> _TASK ITEM_
In the data below, find the line that contains "For a GIS import: Dump" and the line that contains "Summarize the content of this". Copy both, plus every line between them, exactly.

> _EXERCISE INPUT_
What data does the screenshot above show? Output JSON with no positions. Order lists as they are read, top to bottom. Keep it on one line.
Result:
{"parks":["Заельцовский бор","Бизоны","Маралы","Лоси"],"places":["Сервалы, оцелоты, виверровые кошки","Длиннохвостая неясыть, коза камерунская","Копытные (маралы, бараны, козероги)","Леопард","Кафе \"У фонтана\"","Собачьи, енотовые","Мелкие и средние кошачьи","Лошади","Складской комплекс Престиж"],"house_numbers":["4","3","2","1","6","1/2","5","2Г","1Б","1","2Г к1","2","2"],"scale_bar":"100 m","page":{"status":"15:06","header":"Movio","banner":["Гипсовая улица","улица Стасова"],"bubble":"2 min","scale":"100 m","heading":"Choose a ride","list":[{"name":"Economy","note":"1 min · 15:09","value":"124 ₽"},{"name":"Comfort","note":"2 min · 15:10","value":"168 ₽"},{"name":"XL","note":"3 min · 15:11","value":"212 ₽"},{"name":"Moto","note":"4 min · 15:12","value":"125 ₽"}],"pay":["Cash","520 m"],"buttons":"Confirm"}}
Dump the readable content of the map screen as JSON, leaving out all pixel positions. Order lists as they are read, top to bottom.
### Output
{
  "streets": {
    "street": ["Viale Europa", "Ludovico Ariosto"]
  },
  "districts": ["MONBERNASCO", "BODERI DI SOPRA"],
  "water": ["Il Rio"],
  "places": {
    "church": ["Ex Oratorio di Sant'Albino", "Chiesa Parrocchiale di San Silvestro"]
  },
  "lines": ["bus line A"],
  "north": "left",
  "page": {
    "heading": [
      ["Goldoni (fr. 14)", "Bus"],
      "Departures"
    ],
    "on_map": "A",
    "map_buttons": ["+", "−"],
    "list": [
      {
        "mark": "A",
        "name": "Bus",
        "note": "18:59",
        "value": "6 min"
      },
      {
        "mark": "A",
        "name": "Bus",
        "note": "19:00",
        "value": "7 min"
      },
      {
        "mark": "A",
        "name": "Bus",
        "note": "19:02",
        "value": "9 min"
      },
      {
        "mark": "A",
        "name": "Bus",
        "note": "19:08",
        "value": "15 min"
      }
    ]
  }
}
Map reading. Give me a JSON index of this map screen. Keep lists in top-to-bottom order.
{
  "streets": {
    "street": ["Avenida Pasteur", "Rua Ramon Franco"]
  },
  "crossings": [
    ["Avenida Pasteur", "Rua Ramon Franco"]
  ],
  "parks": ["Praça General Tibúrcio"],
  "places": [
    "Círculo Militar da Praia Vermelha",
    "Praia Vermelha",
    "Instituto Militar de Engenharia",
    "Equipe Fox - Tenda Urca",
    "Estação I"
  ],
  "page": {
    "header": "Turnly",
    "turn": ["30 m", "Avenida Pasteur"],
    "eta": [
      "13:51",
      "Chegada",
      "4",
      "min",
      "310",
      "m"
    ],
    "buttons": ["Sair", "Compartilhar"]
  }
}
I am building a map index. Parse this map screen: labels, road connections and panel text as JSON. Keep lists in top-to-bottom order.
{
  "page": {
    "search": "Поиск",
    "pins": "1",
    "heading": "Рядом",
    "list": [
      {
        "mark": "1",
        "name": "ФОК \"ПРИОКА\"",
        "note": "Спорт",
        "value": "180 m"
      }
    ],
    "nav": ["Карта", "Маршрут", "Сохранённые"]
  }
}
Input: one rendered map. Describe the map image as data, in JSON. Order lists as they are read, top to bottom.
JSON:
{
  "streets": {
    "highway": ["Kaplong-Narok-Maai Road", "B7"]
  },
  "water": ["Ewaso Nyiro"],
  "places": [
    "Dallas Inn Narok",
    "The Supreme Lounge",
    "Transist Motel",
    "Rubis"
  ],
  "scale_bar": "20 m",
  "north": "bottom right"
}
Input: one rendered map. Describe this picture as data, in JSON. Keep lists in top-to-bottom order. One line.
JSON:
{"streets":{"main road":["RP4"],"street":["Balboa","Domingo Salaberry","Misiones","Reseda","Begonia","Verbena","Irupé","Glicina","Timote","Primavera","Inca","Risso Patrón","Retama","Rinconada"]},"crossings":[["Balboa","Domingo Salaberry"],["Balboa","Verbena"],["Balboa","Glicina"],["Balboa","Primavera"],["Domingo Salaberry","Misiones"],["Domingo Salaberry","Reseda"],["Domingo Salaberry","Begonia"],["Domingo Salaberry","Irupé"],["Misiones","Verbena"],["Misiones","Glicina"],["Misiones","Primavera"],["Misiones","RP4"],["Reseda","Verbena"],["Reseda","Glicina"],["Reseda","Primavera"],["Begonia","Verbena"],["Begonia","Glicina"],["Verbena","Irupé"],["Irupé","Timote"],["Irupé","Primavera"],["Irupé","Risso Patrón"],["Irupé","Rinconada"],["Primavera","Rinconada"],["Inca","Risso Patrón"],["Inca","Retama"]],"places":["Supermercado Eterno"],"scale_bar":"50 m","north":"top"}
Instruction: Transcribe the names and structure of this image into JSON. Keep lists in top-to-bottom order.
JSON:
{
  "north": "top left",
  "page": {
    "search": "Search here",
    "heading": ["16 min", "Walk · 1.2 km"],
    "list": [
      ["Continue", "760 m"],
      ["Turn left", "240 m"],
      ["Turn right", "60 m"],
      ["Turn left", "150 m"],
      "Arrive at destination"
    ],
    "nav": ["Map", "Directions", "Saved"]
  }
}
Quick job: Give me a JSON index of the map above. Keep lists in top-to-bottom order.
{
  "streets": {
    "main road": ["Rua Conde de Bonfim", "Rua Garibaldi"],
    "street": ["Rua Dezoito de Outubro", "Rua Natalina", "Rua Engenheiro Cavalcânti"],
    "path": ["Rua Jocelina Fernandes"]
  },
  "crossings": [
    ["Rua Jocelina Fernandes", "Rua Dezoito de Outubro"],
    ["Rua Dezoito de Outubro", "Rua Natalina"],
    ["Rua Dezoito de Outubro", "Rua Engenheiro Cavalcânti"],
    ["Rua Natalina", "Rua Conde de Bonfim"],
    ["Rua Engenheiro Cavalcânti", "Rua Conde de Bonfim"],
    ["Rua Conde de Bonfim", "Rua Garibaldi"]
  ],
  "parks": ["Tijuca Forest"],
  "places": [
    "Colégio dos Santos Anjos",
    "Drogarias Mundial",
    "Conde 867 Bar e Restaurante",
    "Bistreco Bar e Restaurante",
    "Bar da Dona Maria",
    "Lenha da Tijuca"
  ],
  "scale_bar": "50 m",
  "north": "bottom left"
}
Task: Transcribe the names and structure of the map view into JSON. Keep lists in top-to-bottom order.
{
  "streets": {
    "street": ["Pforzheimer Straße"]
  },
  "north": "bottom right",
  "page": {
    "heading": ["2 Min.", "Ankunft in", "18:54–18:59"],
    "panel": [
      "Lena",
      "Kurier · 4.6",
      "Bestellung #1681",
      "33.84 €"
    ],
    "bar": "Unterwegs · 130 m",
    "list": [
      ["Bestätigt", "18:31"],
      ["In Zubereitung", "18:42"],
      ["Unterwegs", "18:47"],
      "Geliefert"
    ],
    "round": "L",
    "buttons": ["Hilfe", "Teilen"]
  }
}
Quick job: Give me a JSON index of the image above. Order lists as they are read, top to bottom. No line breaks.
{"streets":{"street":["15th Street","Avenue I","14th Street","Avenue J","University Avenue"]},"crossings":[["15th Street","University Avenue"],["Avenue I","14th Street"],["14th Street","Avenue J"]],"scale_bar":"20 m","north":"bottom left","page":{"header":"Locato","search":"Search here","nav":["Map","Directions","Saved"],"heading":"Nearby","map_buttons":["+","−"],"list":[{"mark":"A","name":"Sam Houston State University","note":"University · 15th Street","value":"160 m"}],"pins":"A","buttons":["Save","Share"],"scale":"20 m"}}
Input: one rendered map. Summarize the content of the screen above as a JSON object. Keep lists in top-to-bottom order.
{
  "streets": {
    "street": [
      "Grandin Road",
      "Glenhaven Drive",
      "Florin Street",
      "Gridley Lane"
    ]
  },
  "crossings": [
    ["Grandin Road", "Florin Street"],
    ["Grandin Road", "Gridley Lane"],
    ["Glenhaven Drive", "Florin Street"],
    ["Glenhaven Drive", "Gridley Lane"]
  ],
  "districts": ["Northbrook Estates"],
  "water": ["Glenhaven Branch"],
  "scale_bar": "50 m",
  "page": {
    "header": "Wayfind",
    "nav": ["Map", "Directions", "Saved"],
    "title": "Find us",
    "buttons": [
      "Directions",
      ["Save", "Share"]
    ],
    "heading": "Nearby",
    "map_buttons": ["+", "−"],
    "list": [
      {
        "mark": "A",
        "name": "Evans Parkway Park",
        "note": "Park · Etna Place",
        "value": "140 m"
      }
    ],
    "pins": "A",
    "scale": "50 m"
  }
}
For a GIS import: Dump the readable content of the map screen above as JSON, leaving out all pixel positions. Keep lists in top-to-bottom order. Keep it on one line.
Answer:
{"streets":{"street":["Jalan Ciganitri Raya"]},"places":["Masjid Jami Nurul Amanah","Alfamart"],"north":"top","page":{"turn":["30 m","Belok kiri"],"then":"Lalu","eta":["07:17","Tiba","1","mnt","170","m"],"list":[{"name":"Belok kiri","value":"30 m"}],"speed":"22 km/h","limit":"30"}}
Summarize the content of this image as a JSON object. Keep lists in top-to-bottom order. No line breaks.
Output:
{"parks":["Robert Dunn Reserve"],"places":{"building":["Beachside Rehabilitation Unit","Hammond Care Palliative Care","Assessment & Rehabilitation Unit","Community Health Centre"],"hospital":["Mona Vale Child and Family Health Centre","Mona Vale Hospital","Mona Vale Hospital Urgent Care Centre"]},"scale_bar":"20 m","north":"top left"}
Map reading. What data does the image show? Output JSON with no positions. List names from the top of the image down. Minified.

> _ANSWER AREA_
For a GIS import: Dump the readable content of the map screen above as JSON, leaving out all pixel positions. Keep lists in top-to-bottom order. Keep it on one line.
Answer:
{"streets":{"street":["Jalan Ciganitri Raya"]},"places":["Masjid Jami Nurul Amanah","Alfamart"],"north":"top","page":{"turn":["30 m","Belok kiri"],"then":"Lalu","eta":["07:17","Tiba","1","mnt","170","m"],"list":[{"name":"Belok kiri","value":"30 m"}],"speed":"22 km/h","limit":"30"}}
Summarize the content of this image as a JSON object. Keep lists in top-to-bottom order. No line breaks.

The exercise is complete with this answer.